[Collected data entries]
# # # #

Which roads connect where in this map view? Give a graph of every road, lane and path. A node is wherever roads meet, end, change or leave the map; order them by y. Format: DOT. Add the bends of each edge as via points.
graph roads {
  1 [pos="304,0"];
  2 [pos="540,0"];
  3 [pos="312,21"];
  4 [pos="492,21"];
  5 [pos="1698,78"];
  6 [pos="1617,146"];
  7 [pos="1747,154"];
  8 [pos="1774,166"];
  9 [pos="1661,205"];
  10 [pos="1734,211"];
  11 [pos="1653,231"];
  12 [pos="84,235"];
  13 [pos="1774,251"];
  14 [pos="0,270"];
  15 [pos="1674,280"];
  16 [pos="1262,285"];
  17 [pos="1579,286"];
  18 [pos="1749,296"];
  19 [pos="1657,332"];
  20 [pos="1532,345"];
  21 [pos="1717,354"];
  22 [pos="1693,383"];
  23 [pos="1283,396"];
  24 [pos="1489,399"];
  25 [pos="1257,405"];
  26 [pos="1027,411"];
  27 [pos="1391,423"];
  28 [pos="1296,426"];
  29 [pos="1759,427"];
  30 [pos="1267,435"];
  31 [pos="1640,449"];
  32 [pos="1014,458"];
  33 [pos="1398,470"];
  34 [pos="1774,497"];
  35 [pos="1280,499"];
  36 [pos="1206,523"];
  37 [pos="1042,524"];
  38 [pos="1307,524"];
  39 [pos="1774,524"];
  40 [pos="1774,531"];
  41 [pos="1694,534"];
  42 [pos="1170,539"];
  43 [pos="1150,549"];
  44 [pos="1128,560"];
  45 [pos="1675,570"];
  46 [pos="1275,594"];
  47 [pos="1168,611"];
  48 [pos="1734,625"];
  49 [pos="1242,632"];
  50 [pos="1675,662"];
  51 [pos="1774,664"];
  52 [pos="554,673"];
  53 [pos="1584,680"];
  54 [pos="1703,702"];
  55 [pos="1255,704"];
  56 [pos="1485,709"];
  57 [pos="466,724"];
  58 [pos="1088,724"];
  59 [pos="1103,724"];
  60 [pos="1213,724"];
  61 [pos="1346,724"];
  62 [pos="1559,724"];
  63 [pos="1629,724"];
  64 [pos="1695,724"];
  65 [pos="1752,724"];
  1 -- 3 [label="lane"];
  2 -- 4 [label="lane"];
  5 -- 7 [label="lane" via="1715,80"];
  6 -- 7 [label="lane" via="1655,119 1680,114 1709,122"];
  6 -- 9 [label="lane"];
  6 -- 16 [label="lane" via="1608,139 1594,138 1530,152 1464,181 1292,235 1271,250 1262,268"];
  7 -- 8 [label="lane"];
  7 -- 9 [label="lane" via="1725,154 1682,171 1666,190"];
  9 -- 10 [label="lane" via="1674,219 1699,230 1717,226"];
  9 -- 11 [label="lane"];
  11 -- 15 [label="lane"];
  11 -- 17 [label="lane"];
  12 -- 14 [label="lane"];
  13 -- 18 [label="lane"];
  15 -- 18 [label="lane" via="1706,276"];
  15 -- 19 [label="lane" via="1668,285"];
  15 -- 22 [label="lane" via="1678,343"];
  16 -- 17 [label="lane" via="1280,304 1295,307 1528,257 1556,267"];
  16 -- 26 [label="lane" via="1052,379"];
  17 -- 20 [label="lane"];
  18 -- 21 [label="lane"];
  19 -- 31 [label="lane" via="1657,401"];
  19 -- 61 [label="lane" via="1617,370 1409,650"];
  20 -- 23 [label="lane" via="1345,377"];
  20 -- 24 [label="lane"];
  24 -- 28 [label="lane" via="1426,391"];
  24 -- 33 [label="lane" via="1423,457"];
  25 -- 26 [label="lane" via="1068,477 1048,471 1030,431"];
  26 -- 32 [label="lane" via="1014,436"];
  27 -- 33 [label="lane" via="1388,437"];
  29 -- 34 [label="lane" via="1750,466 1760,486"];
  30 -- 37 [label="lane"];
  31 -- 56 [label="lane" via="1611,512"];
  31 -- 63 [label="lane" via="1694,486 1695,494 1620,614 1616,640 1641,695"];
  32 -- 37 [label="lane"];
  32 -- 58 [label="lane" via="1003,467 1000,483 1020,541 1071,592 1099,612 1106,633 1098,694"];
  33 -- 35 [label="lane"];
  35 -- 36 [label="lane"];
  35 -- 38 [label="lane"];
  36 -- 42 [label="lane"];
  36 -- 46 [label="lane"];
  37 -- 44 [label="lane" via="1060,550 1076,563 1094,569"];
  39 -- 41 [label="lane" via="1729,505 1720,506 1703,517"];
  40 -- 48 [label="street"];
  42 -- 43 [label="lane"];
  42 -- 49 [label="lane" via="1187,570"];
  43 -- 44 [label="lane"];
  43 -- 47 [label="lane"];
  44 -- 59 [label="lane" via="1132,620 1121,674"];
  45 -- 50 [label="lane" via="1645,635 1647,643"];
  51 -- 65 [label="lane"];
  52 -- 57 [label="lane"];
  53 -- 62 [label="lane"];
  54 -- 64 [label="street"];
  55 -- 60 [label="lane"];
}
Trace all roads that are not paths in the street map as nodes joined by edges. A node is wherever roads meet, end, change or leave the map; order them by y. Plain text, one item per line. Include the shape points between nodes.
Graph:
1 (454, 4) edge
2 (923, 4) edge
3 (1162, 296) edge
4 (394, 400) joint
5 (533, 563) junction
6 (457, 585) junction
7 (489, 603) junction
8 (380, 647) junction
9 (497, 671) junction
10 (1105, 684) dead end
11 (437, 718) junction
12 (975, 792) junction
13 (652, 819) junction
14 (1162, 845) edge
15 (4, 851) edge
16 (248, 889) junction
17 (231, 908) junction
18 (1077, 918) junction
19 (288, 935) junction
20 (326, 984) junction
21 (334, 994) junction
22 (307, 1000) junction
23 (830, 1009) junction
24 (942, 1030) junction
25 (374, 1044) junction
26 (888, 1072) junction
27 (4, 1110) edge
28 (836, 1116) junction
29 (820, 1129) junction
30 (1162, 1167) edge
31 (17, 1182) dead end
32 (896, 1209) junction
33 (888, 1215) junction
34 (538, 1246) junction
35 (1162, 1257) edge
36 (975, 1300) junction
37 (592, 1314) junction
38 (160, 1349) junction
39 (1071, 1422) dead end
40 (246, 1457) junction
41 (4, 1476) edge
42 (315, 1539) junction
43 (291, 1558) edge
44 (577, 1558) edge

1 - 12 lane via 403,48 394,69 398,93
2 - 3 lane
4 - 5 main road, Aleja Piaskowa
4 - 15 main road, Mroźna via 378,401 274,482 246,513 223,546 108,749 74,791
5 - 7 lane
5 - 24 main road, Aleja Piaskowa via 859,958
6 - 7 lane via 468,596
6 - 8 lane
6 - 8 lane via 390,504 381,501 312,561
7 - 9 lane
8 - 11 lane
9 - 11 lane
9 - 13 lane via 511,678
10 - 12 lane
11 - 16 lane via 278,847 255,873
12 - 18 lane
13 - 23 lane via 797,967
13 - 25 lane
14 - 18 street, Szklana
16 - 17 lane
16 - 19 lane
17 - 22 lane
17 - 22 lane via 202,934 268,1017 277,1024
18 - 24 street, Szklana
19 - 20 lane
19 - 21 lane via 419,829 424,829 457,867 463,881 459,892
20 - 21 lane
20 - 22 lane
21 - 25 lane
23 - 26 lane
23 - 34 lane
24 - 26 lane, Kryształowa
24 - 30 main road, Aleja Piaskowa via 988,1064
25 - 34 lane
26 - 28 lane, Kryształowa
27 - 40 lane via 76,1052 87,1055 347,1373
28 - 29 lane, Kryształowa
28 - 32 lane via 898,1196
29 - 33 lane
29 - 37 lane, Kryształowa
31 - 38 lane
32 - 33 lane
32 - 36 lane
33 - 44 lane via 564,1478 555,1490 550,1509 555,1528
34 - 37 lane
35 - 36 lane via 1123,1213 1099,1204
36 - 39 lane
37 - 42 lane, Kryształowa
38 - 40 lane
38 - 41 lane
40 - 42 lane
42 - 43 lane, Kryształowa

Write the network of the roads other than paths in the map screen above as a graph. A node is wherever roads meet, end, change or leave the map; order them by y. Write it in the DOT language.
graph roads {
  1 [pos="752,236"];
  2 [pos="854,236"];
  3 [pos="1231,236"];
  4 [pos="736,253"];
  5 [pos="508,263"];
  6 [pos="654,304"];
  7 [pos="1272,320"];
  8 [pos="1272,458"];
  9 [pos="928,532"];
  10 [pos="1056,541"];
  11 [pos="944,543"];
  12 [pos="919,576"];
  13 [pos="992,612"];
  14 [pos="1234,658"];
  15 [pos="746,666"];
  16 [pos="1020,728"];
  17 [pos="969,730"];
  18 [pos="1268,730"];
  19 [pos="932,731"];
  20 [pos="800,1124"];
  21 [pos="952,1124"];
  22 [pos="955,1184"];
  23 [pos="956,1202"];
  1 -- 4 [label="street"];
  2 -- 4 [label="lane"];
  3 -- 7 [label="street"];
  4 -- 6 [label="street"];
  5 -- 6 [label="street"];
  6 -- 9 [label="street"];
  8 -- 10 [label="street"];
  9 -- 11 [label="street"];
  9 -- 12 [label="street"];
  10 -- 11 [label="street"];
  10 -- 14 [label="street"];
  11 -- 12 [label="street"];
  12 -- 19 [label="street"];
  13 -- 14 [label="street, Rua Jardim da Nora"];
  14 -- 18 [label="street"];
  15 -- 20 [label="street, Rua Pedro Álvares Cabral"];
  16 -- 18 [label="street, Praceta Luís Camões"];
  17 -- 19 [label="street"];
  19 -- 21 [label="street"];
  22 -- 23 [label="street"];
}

# # # #

• What the task requires:
Find the word "Aleja" in the entries, and copy every line it shows up in.

• Task solution:
4 - 5 main road, Aleja Piaskowa
5 - 24 main road, Aleja Piaskowa via 859,958
24 - 30 main road, Aleja Piaskowa via 988,1064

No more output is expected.